In short, not a woman in sight. Why did Lee get air-brushed out? Merit? Not really, not on the evidence of this big retrospective, which is her first substantial European outing in more than half a century… Is it perhaps because she was a woman? It does come to seem that way.
Lee’s back-story deserves to be told. She was born Lena, but preferred to adopt the more gender-fluid, androgynous moniker of Lee. In 1945 she married Jackson Pollock. Eleven years later, a hopeless alcoholic, he died in a car crash. Lee Krasner went on to work in the studio of her dead husband. That must have taken some resolve.

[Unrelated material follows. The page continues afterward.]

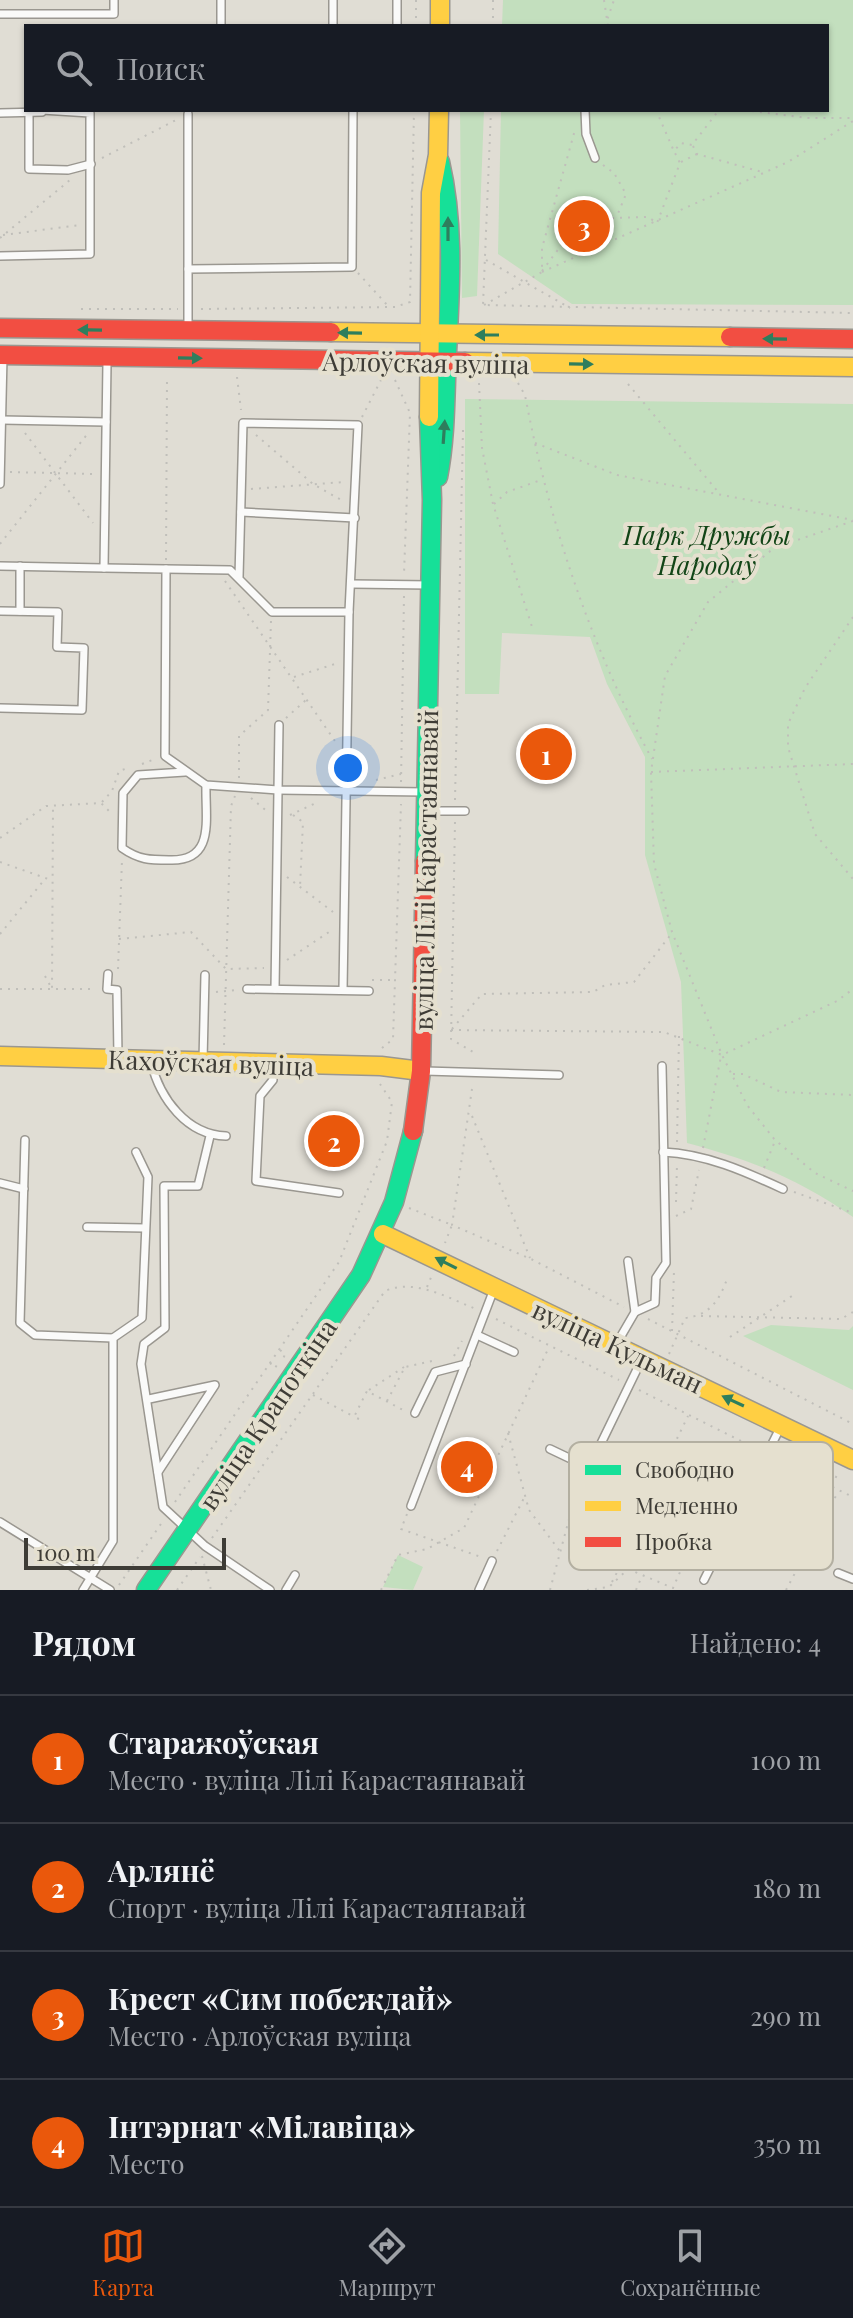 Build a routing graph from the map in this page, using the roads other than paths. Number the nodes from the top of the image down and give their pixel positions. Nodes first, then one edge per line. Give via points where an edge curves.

Her training had been fairly conventional – a few surviving self-portraits from the 1929-1930 are on the walls of this exhibition. They are painstaking and solemn, dutifully wrought. She looks miserable.

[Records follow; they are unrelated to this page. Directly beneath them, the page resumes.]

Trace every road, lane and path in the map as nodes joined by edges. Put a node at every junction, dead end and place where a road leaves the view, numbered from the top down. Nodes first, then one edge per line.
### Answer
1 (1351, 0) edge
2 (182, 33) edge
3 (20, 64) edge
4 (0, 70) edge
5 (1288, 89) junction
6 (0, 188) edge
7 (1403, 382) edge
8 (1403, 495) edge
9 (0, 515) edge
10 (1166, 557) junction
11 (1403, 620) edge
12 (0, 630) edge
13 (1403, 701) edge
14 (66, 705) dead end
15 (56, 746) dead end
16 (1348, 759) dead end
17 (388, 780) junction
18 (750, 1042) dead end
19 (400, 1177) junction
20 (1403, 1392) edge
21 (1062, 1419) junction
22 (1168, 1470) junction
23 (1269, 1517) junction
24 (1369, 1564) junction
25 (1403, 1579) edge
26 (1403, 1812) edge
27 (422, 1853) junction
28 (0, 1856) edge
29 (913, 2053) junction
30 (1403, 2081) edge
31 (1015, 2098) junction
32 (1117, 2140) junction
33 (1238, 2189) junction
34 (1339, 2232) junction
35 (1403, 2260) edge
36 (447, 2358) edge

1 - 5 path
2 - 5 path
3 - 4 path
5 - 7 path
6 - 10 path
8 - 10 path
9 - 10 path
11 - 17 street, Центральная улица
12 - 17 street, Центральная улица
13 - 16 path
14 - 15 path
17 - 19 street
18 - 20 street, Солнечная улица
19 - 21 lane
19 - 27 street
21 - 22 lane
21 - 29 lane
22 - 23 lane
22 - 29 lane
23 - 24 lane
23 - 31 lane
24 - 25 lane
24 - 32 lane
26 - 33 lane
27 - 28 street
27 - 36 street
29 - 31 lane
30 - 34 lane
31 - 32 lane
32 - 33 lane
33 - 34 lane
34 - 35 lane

What fired her into a different kind of life as an artist? In 1937, she studied under the abstract painter Hans Hofmann. A domineering pedagogue, he would rip up his students’ work. Abstraction came to her slowly. She began to make collages which are a funny mixture of cubism, later Picasso and Michelangelo….
The paintings come to life in the 1940s. At first they are small and jumpy, consisting of tiny tesserae of colour. A little later on, they look like indecipherable writing of sorts, dense, unreadable riddlings, aerial swarmings…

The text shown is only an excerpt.